Tutorial 6:
5th International Conference on Reliable Software Technologies
(Ada-Europe 2000) June 26-30, 2000, Potsdam (Berlin), Germany
Tree-Based Reliability Models (TBRMs) for
Early Reliability Measurement and Improvement
Prof. Jeff Tian, SMU, Dallas, Texas, USA
Time: Monday, June 26, 2000
Duration: Half day (afternoon)
1. General Information
This tutorial surveys recent developments in software reliability engineering,
particularly recent work in using tree-based reliability models (TBRMs)
in analyzing product reliability and identifying high risk areas for focused
reliability improvement for large software systems.
Environmental constraints and existing analysis techniques
are carefully examined to select appropriate existing techniques
and develop new ones to build our integrated approach,
implementation strategies, and support tools suitable for
large software systems.
Specific activities in our integrated approach include:
- measure definition,
- data gathering,
- graphical test activity and defect tracking,
- overall quality assessment using software reliability growth models
(SRGMs),
- identification of problematic areas and risk management using TBRMs,
- followup actions and strategy validation.
Various existing software tools have been adapted
and integrated to support these analysis and modeling activities.
This approach has been used in the testing phase of several large
software products developed in the IBM Software Solutions Toronto Laboratory
and was demonstrated to be effective and efficient.
More recently,
this approach has also been applied to improve the reliability
of telecommunication software systems developed at Nortel Networks,
with promising initial results.
Various practical problems and solutions in implementing this strategy
are also discussed.
1.1. Keywords
- large software systems,
- reliability,
- testing,
- risk identification and management,
- tools and environments.
1.2. Audience
The tutorial is designed for general technical audience,
such as the general audience in
any of the related technical conferences.
Familiarity with the general software development activities,
process, and concept of quality is assumed.

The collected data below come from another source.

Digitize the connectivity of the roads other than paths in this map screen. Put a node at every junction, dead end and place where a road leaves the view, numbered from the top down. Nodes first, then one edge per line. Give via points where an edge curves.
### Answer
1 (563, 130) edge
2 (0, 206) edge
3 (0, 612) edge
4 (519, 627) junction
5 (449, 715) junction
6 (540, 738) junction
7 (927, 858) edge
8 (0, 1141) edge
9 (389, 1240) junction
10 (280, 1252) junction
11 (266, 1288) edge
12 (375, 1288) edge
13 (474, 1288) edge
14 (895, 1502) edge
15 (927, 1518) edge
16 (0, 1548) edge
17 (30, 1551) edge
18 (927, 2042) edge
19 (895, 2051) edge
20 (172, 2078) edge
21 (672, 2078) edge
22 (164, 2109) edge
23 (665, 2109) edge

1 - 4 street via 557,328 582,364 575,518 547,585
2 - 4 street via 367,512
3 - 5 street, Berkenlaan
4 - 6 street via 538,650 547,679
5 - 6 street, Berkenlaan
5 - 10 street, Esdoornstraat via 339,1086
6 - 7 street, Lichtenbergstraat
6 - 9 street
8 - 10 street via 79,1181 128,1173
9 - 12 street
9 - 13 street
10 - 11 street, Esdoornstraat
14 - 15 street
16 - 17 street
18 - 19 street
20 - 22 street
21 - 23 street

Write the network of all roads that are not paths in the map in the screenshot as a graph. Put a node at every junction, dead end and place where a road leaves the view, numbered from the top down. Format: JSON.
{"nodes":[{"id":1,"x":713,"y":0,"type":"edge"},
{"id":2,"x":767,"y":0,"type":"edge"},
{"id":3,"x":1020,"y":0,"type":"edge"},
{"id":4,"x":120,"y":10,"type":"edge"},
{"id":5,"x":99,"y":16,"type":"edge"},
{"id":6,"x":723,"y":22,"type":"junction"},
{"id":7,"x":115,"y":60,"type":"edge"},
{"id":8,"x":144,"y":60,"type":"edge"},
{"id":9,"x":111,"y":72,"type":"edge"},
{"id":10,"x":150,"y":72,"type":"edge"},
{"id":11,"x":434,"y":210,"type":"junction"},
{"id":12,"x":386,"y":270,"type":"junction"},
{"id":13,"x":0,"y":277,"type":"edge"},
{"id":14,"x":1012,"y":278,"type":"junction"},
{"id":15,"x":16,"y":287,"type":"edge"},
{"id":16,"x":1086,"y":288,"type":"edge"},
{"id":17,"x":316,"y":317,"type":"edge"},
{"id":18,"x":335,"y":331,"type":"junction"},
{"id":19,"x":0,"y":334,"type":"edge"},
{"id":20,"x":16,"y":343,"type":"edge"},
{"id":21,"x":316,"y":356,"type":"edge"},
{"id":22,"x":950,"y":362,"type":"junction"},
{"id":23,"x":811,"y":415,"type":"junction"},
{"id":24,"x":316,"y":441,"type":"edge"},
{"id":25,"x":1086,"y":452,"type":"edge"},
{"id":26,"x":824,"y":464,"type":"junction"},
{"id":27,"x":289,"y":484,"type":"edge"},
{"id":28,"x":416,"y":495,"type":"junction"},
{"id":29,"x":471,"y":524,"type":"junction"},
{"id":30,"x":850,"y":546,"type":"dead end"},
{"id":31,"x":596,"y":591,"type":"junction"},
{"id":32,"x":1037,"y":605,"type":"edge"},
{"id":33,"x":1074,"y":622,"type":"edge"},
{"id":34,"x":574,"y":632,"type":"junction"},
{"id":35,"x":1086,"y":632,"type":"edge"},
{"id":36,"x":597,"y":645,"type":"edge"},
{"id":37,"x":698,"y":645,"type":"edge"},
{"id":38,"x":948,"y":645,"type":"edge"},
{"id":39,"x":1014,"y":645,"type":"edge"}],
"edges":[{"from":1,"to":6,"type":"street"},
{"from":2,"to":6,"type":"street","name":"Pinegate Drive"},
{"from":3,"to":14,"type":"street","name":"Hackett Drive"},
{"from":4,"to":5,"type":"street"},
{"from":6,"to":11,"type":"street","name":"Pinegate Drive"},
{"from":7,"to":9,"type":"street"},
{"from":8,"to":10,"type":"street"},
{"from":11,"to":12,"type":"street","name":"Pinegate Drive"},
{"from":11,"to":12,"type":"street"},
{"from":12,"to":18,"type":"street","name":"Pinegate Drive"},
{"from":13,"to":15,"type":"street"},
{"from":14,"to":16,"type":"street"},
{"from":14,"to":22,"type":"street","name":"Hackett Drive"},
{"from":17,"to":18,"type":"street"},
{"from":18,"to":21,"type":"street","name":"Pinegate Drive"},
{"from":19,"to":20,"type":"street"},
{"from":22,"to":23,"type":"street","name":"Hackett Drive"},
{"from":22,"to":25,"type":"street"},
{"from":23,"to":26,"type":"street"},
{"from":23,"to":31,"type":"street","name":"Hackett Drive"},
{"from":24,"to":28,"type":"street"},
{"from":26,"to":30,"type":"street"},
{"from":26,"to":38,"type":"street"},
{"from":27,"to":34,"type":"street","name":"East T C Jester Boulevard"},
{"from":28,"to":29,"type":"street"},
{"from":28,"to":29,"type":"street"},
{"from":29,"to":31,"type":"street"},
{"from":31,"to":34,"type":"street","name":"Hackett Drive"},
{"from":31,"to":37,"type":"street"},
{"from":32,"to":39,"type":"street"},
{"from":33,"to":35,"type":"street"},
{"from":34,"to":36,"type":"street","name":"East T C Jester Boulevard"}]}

But no specific knowledge
about software reliability engineering and risk identification
techniques is assumed.
1.3. Reading Material
Each participant of the tutorial will be provided with a tutorial
notes packet, including the following material:
- General tutorial information (this document).
- Copy of the presentation slides.
- Copy of the following papers to be discussed in the tutorial:
-
J. Tian,
"Reliability Measurement, Analysis, and Improvement
for Large Software Systems",
in
Advances in Computers, Vol.46, pp.159-235, Academic Press, 1998.
-
J. Tian,
"Measurement and Continuous Improvement of Software Reliability
throughout Software Life-cycle",
Journal of Systems and Software,
Vol. 47, Nos.2-3, pp.189-195, July, 1999.
-
J. Tian,
"Techniques for Risk Identification and Quality Improvement",
Software Quality Professional,
Vol.2, No.2, pp.32-41, March, 2000.
1.4. Project Background and Acknowledgment
The work described in this tutorial is supported by the following
organizations and/or grants:
- IBM Software Solutions Toronto Laboratory,
where the tutorial presenter (Dr. Jeff Tian) worked between 1992 and 1995,
with continued support and collaboration provided to Dr. Tian since 1995.
- NSF/CAREER award CCR-9733588, 6/1/1998 -- 5/31/2002.
- Nortel Networks,
with collaboration and project sponsorship since 1996.
- Texas THECB/ATP award to Dr. Tian, 1/1/2000 -- 12/31/2001.
2. Topics to Be Covered
2.1. Techniques and Models for Analyzing Software Reliability
A survey of existing reliability analysis
techniques and commonly used software reliability models,
including both the time domain software reliability growth models (SRGMs)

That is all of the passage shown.